Scan the records below for the word "paths". Copy each line where it appears.

### EXERCISE DATA
####

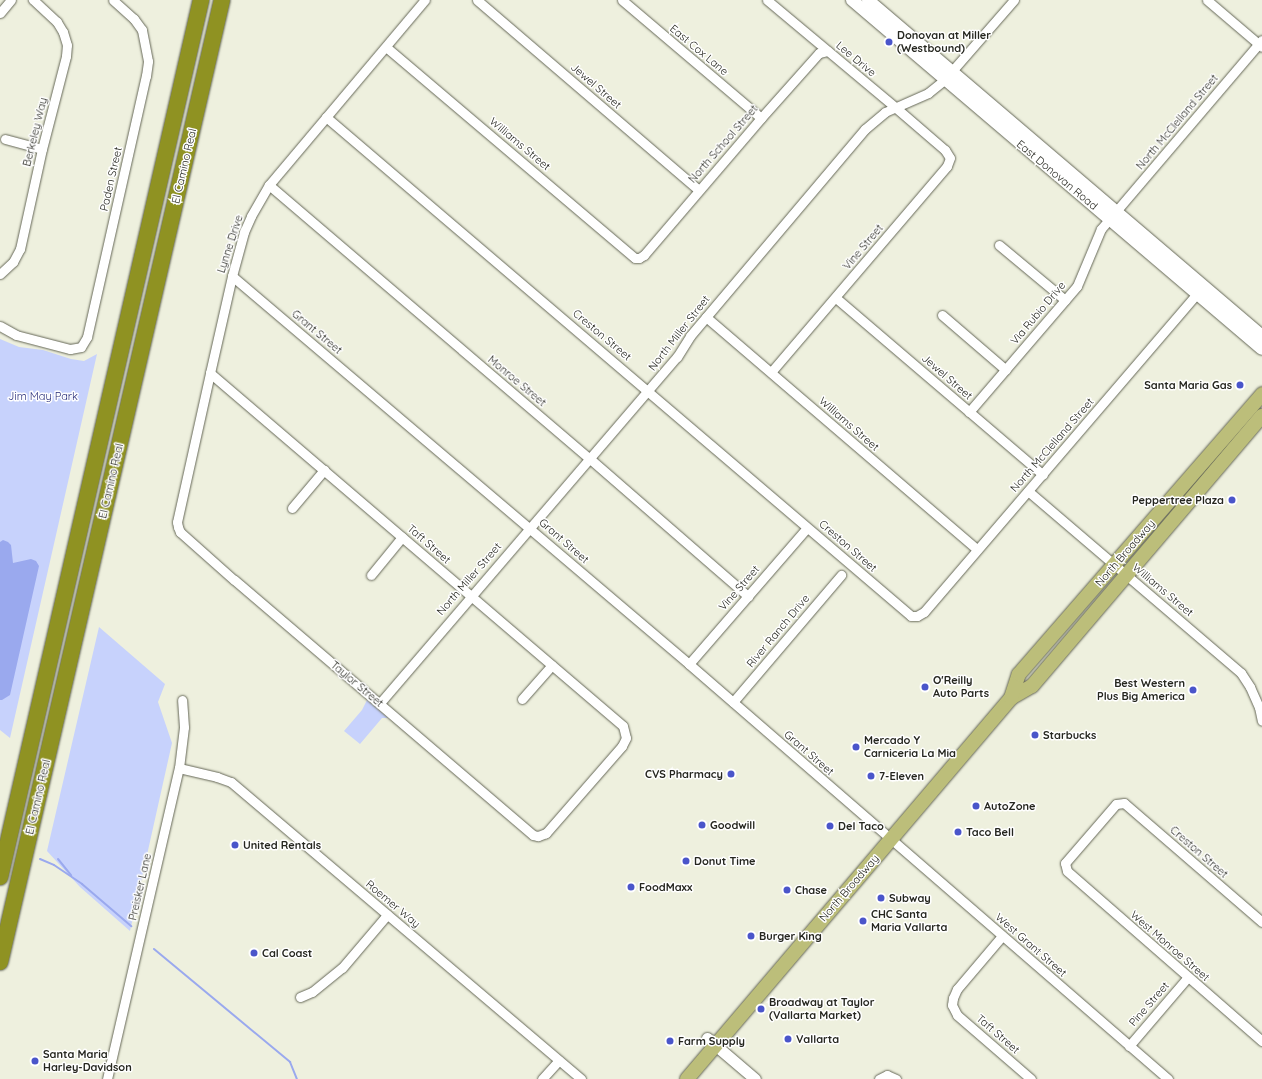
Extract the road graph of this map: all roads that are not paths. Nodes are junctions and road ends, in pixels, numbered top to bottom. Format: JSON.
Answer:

####

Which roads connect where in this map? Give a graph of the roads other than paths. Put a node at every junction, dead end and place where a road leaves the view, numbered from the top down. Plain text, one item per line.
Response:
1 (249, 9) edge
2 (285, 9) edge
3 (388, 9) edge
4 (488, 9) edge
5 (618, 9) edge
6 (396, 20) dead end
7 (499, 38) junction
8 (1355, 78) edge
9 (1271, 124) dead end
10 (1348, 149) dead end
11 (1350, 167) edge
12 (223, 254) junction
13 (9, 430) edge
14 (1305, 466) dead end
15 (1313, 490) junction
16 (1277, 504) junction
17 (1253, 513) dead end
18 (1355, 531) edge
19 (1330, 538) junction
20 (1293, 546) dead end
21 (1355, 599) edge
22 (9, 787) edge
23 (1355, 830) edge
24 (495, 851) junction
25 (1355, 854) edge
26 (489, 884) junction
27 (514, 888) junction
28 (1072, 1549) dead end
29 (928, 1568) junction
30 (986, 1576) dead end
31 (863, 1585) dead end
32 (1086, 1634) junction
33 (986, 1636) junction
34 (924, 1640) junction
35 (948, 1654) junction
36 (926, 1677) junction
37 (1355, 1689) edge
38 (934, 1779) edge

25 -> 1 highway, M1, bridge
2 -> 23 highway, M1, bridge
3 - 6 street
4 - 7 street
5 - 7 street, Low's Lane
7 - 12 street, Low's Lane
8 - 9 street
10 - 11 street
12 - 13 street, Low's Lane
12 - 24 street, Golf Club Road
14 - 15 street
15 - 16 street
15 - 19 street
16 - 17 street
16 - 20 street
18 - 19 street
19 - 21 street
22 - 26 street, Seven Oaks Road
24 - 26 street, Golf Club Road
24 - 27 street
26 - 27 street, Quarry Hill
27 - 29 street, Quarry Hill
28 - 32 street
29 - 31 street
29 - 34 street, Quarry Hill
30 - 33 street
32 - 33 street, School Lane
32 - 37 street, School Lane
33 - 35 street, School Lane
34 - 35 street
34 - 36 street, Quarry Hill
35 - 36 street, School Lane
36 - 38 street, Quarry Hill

####

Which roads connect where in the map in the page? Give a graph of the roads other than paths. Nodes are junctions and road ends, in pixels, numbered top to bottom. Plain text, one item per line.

####

### RESPONSE TO THIS EXERCISE
Extract the road graph of this map: all roads that are not paths. Nodes are junctions and road ends, in pixels, numbered top to bottom. Format: JSON.
Which roads connect where in this map? Give a graph of the roads other than paths. Put a node at every junction, dead end and place where a road leaves the view, numbered from the top down. Plain text, one item per line.
Which roads connect where in the map in the page? Give a graph of the roads other than paths. Nodes are junctions and road ends, in pixels, numbered top to bottom. Plain text, one item per line.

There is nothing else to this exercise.